Aus dem Land, wo hoffentlich keine Tomaten fliegen
Gedanken eines Land-Musikers
LaSLo heißt meine Band. Sie tingelt seit einigen Jahren am Niederrhein und Umgebung. So auch wieder am ersten Samstag des nächsten Jahres in Sonsbeck, im Lion's Lounge. Wir freuen uns drauf, dort wieder einmal auf unserer jährlichen Rundreise Station zu machen.
Es ist immer das Gleiche: Vorher arbeitsreiche Proben, Programme zusammen stellen, schauen, dass die Technik durchhält, Plakate drucken lassen, Plakate verteilen, bei der Zeitung anfragen, ob eine Ankündigung gedruckt werden kann, über Facebook versuchen, möglichst viele Leute zu informieren.
Thema "Möglichst viele Leute": Hoffentlich kommen auch Einige. Ist der Termin gut gewählt? Läuft an diesem Tag schon eine andere Veranstaltung?
Dann kommt der Tag des Auftritts. Wir treffen uns im Probekeller, wuchten die schweren Boxen die enge Treppe hoch nach draußen und in die Wagen. Heute nehmen wir extra Licht mit, also auch Extra-Schlepperei.

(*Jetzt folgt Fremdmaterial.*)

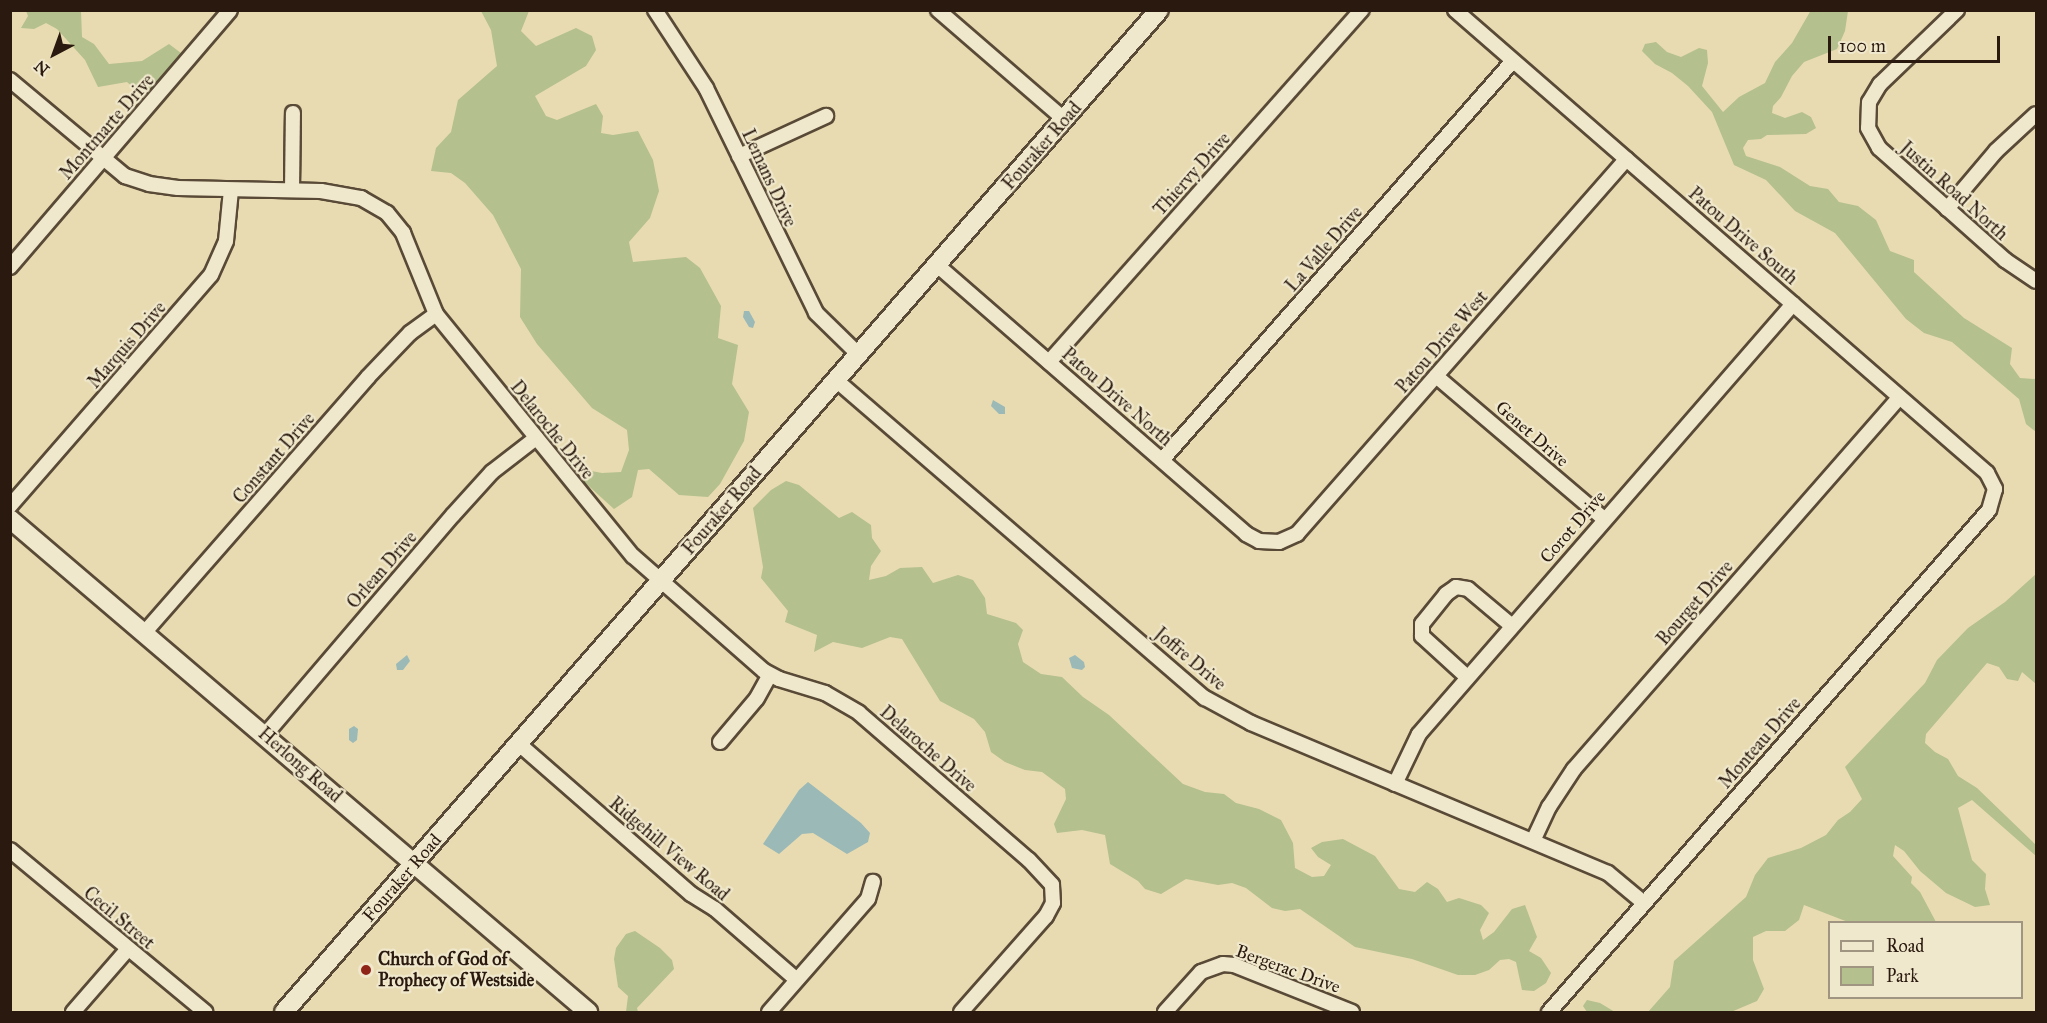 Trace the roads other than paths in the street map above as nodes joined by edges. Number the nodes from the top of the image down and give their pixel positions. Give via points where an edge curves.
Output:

Aufbau vor Ort. Die zu verlegenden Kabel erinnern immer mehr an eine Schlangengrube. Der Platz auf der Bühne ist auch nicht üppig. Alles festkleben, was umfallen kann. Dann Soundcheck und es brummt zunächst fürchterlich. Nachdem der Brummer gefunden und abgestellt wurde, kann Jochen mit dem Schlagzeug anfangen. Wieder tritt die übliche Rückkopplung bei der Bassdrum auf. Nach etlichen Konzerten ist die Ursache bekannt. Schnell noch Gitarre, Bass und Gesang einpegeln und zwei Teststücke spielen. Klingt einigermaßen, vielleicht wird's besser, wenn Leute drin sind. W E N N Leute drin sind!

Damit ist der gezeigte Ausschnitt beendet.